Around this time, petroleum-powered internal combustion engines achieved dominance over other automobile technologies of steam and electricity. The transition from coal to oil for transport fuel had begun.
The first oilfields in the UK sector of the North Sea were discovered in the very late 1960’s and 1970’s. UK production of oil began in the mid 1970’s. Production of oil rose as more and more fields entered production (see Figure 2). The Piper Alpha disaster in July 1988, in which 167 men died, led to a major drop in oil production from the UK sector of the North Sea before a final production peak was reached in 1999.
For the finer detail, production histories of individual UK oil fields can be found on the DECC website in graphical and tabular form including profiles of giant fields like the Forties field which produced around 2.5 million barrels per month at its peak, but which now produces less than 0.2 million barrels per month.
Since 1999, UK oil production has been in decline. From a peak of just under 3 million barrels per day in 1999, the UK produced just over 1 million barrels per day in 2011. Whereas UK coal production took approximately half a century to decline by 50%, UK oil production fell by approximately 50% in just 10 years. The UK was a net exporter of oil (defined as production minus consumption) for a fleeting twenty five year period between 1980 and 2005 at a time when oil was relatively cheap compared to prices today.
3. UK Natural Gas Production
UK natural gas production from the North Sea gradually replaced domestic coal gas supplies in the UK in the decade between 1967 and 1977. Production increased rapidly in the 1990’s before a peak in UK natural gas production in 2000, a year after UK North Sea oil production peaked in 1999. The UK was briefly a net exporter of natural gas (defined as production minus consumption), but since 2004 imports of natural gas have increased rapidly as production from the North Sea has declined by around 50% in just 10 years.
The UK now imports around half the natural gas it consumes by pipeline from countries like Norway and from further afield by LNG shipment from countries like Qatar, Algeria and Trinidad and Tobago.

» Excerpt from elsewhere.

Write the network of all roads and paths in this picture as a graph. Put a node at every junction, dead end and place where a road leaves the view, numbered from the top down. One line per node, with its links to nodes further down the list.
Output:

4. UK Fossil Fuel Production and Consumption
Coal, oil and natural gas have provided the UK with an enormous energy bonanza. As we have seen, a great deal of fossil fuel energy has been produced in the UK. We can view all energy sources together if we consider the primary energy they represent in PetaJoules (PJ) per year. In Paul Mobb’s graph (see Figure 4) indigenous production, commodity imports and exports together with total supply by fuel type are plotted.

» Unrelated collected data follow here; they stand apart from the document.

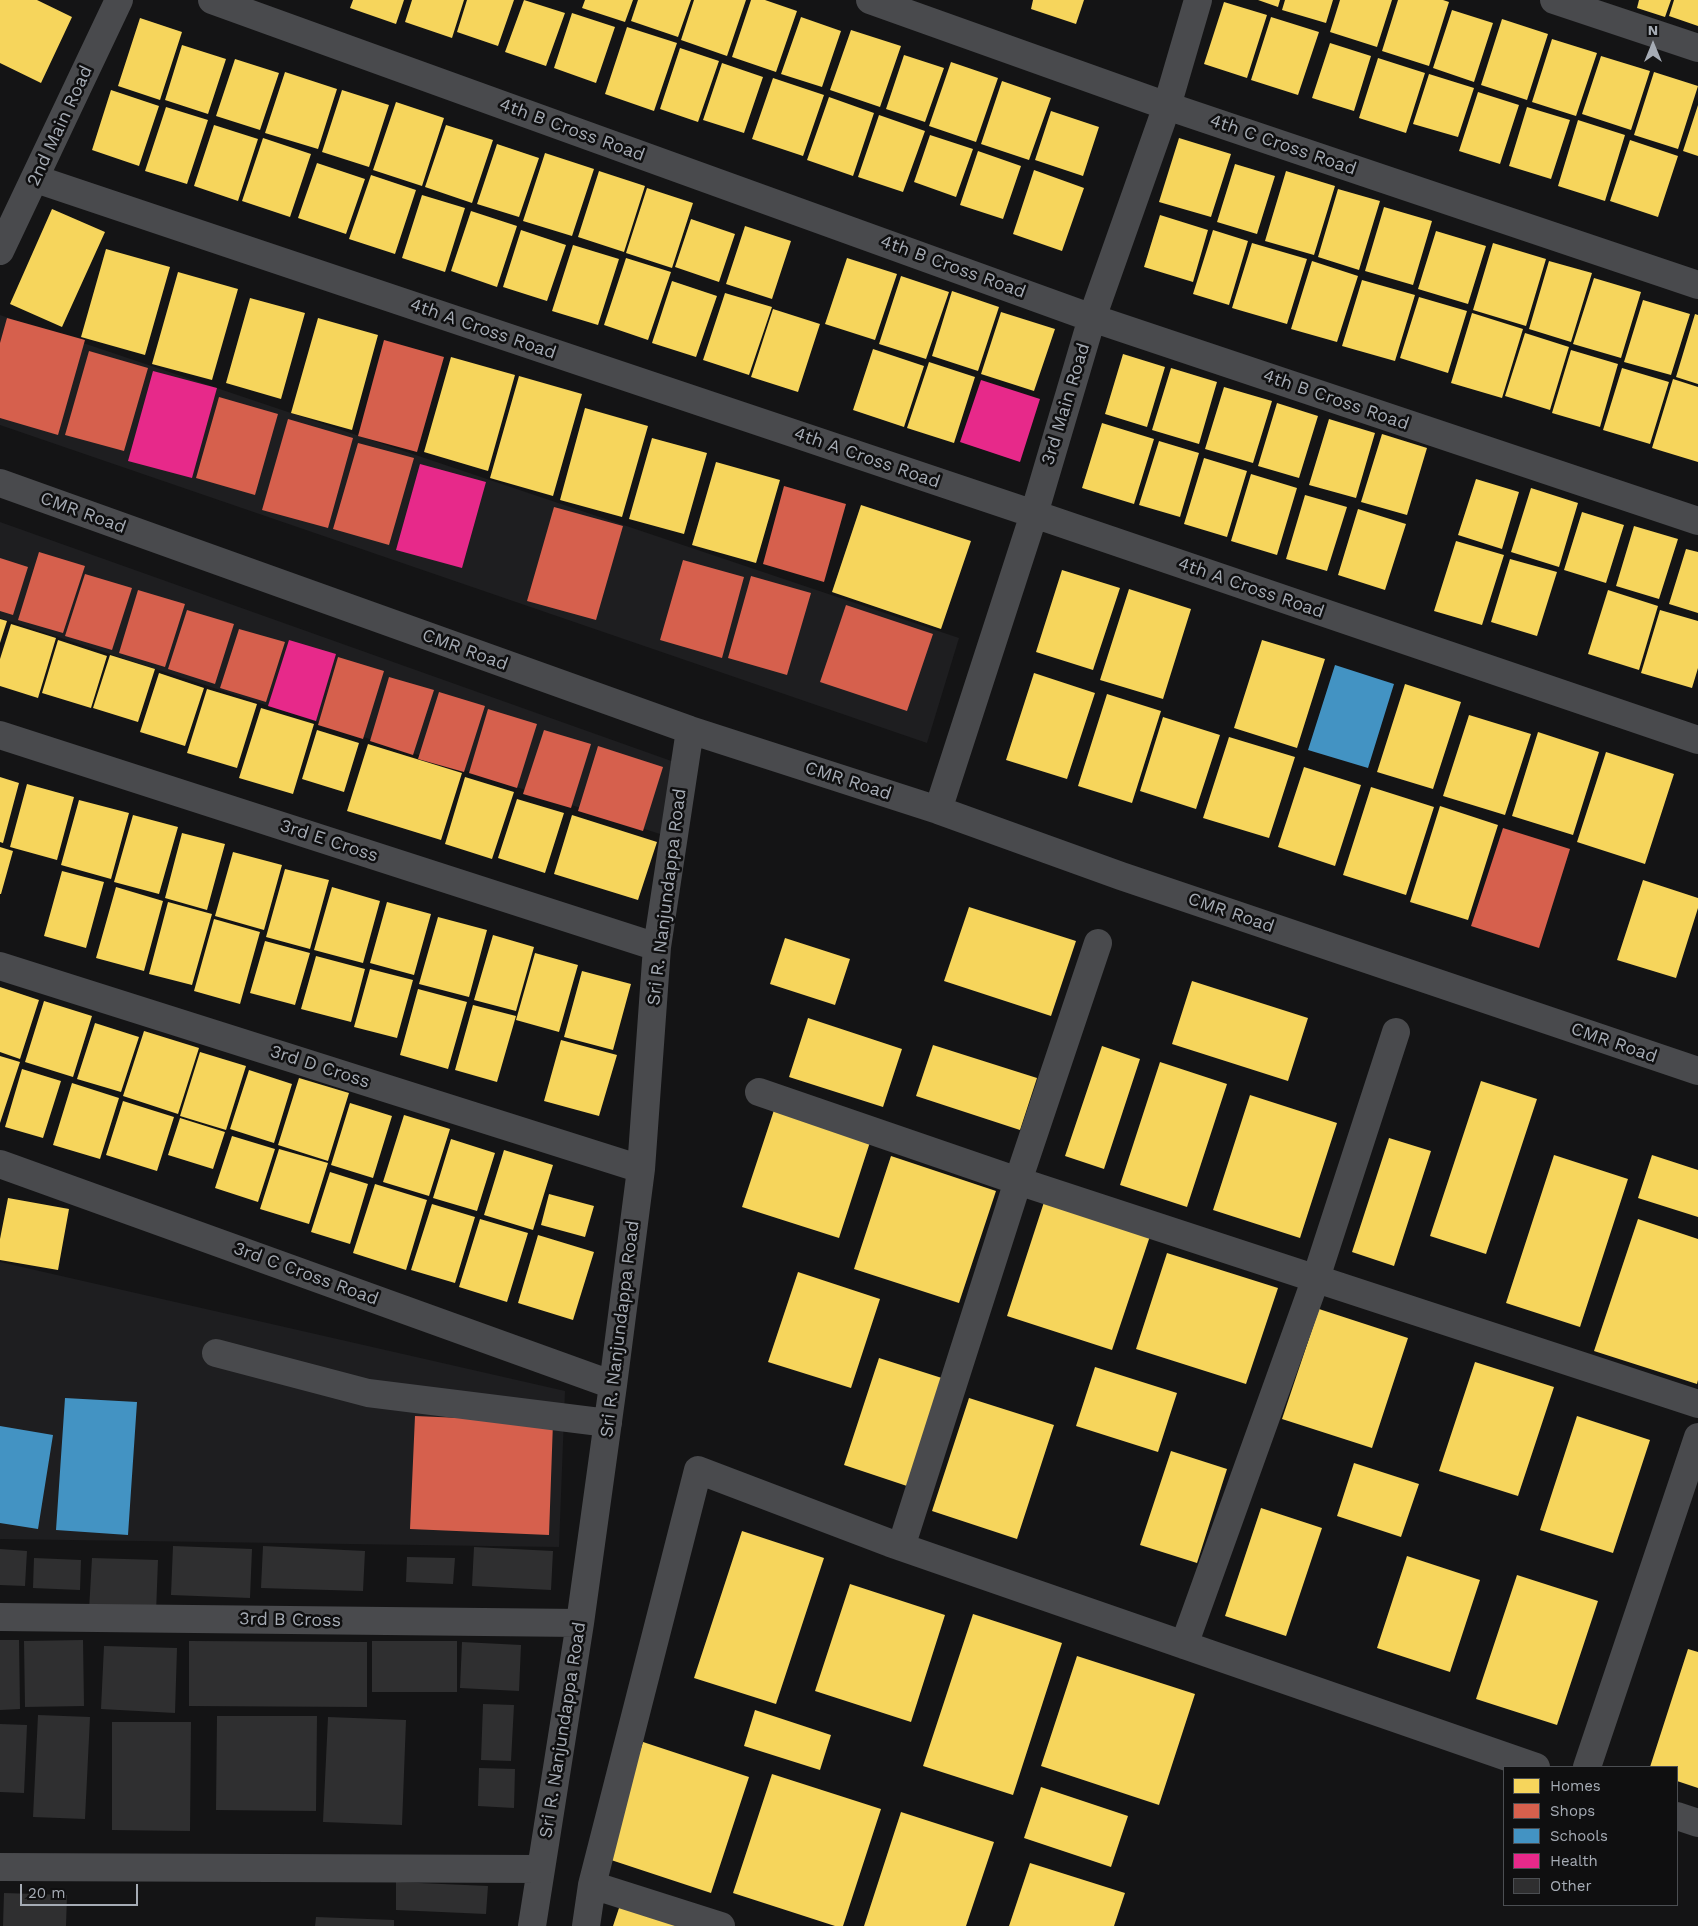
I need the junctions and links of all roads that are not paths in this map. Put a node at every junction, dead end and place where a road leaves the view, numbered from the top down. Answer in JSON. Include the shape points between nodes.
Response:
{"nodes":[{"id":1,"x":119,"y":0,"type":"edge"},
{"id":2,"x":212,"y":0,"type":"edge"},
{"id":3,"x":870,"y":0,"type":"edge"},
{"id":4,"x":1198,"y":0,"type":"edge"},
{"id":5,"x":1554,"y":0,"type":"edge"},
{"id":6,"x":1698,"y":48,"type":"edge"},
{"id":7,"x":1167,"y":106,"type":"junction"},
{"id":8,"x":36,"y":178,"type":"junction"},
{"id":9,"x":0,"y":251,"type":"edge"},
{"id":10,"x":1698,"y":285,"type":"edge"},
{"id":11,"x":1092,"y":318,"type":"junction"},
{"id":12,"x":0,"y":484,"type":"edge"},
{"id":13,"x":1034,"y":514,"type":"junction"},
{"id":14,"x":1698,"y":522,"type":"edge"},
{"id":15,"x":690,"y":730,"type":"junction"},
{"id":16,"x":0,"y":734,"type":"edge"},
{"id":17,"x":1698,"y":740,"type":"edge"},
{"id":18,"x":938,"y":810,"type":"junction"},
{"id":19,"x":1098,"y":943,"type":"dead end"},
{"id":20,"x":657,"y":946,"type":"junction"},
{"id":21,"x":0,"y":966,"type":"edge"},
{"id":22,"x":1396,"y":1032,"type":"dead end"},
{"id":23,"x":1698,"y":1071,"type":"edge"},
{"id":24,"x":759,"y":1092,"type":"dead end"},
{"id":25,"x":0,"y":1164,"type":"edge"},
{"id":26,"x":641,"y":1169,"type":"junction"},
{"id":27,"x":1018,"y":1181,"type":"junction"},
{"id":28,"x":1316,"y":1278,"type":"junction"},
{"id":29,"x":216,"y":1352,"type":"dead end"},
{"id":30,"x":613,"y":1385,"type":"junction"},
{"id":31,"x":1698,"y":1404,"type":"edge"},
{"id":32,"x":608,"y":1423,"type":"junction"},
{"id":33,"x":1698,"y":1437,"type":"edge"},
{"id":34,"x":901,"y":1547,"type":"junction"},
{"id":35,"x":0,"y":1617,"type":"edge"},
{"id":36,"x":580,"y":1623,"type":"junction"},
{"id":37,"x":1184,"y":1645,"type":"junction"},
{"id":38,"x":1533,"y":1766,"type":"edge"},
{"id":39,"x":1587,"y":1766,"type":"edge"},
{"id":40,"x":1678,"y":1816,"type":"edge"},
{"id":41,"x":1698,"y":1823,"type":"edge"},
{"id":42,"x":0,"y":1867,"type":"edge"},
{"id":43,"x":541,"y":1869,"type":"junction"},
{"id":44,"x":592,"y":1885,"type":"junction"},
{"id":45,"x":532,"y":1926,"type":"edge"},
{"id":46,"x":586,"y":1926,"type":"edge"},
{"id":47,"x":722,"y":1926,"type":"edge"}],
"edges":[{"from":1,"to":8,"type":"street","name":"2nd Main Road"},
{"from":2,"to":11,"type":"street","name":"4th B Cross Road"},
{"from":3,"to":7,"type":"street","name":"4th C Cross Road"},
{"from":4,"to":7,"type":"street","name":"3rd Main Road"},
{"from":5,"to":6,"type":"street"},
{"from":7,"to":10,"type":"street","name":"4th C Cross Road"},
{"from":7,"to":11,"type":"street","name":"3rd Main Road"},
{"from":8,"to":9,"type":"street","name":"2nd Main Road"},
{"from":8,"to":13,"type":"street","name":"4th A Cross Road"},
{"from":11,"to":13,"type":"street","name":"3rd Main Road"},
{"from":11,"to":14,"type":"street","name":"4th B Cross Road"},
{"from":12,"to":15,"type":"street","name":"CMR Road"},
{"from":13,"to":17,"type":"street","name":"4th A Cross Road"},
{"from":13,"to":18,"type":"street","name":"3rd Main Road"},
{"from":15,"to":18,"type":"street","name":"CMR Road"},
{"from":15,"to":20,"type":"street","name":"Sri R. Nanjundappa Road"},
{"from":16,"to":20,"type":"street","name":"3rd E Cross"},
{"from":18,"to":23,"type":"street","name":"CMR Road","via":[[1121,876]]},
{"from":19,"to":27,"type":"street"},
{"from":20,"to":26,"type":"street","name":"Sri R. Nanjundappa Road"},
{"from":21,"to":26,"type":"street","name":"3rd D Cross"},
{"from":22,"to":28,"type":"street"},
{"from":24,"to":27,"type":"street"},
{"from":25,"to":30,"type":"street","name":"3rd C Cross Road"},
{"from":26,"to":30,"type":"street","name":"Sri R. Nanjundappa Road"},
{"from":27,"to":28,"type":"street"},
{"from":27,"to":34,"type":"street"},
{"from":28,"to":31,"type":"street"},
{"from":28,"to":37,"type":"street"},
{"from":29,"to":32,"type":"street","via":[[368,1393]]},
{"from":30,"to":32,"type":"street","name":"Sri R. Nanjundappa Road"},
{"from":32,"to":36,"type":"street","name":"Sri R. Nanjundappa Road"},
{"from":33,"to":39,"type":"street"},
{"from":34,"to":37,"type":"street"},
{"from":34,"to":44,"type":"street","via":[[698,1470]]},
{"from":35,"to":36,"type":"street","name":"3rd B Cross"},
{"from":36,"to":43,"type":"street","name":"Sri R. Nanjundappa Road"},
{"from":37,"to":38,"type":"street"},
{"from":40,"to":41,"type":"street"},
{"from":42,"to":43,"type":"street"},
{"from":43,"to":45,"type":"street","name":"Sri R. Nanjundappa Road"},
{"from":44,"to":46,"type":"street"},
{"from":44,"to":47,"type":"street"}]}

We see the historical production of coal from the 1930’s, by then well into its decline, and growing imports of petroleum through the 1950’s and 1960’s. UK oil and natural gas production then comes on line and we have a period of surplus in the 1980’s and 1990’s when energy is again exported and commodity imports shrink. Meanwhile UK coal production is continuing its decline and, as UK oil and natural gas also enter decline around the beginning of this century, we are forced to import more and more energy. Projections to 2020 show that we are becoming increasingly dependent on imported energy at a time of rising and volatile prices. In energy terms, we are heading back to the 1970’s.
Energy imports have an effect on the UK balance of trade. If we look at the UK balance of trade in oil, we can see that the UK has gone from a surplus of around £0.5 billion per month at the start of this century, to a deficit of around £1 billion per month more recently as UK oil production continues to decline.
If the UK is increasingly an importer of oil, the question is what is the status of oil exports from oil exporting countries from whom we buy our oil? And what is the competition for these supplies? I shall look at the answer to these questions in a later post.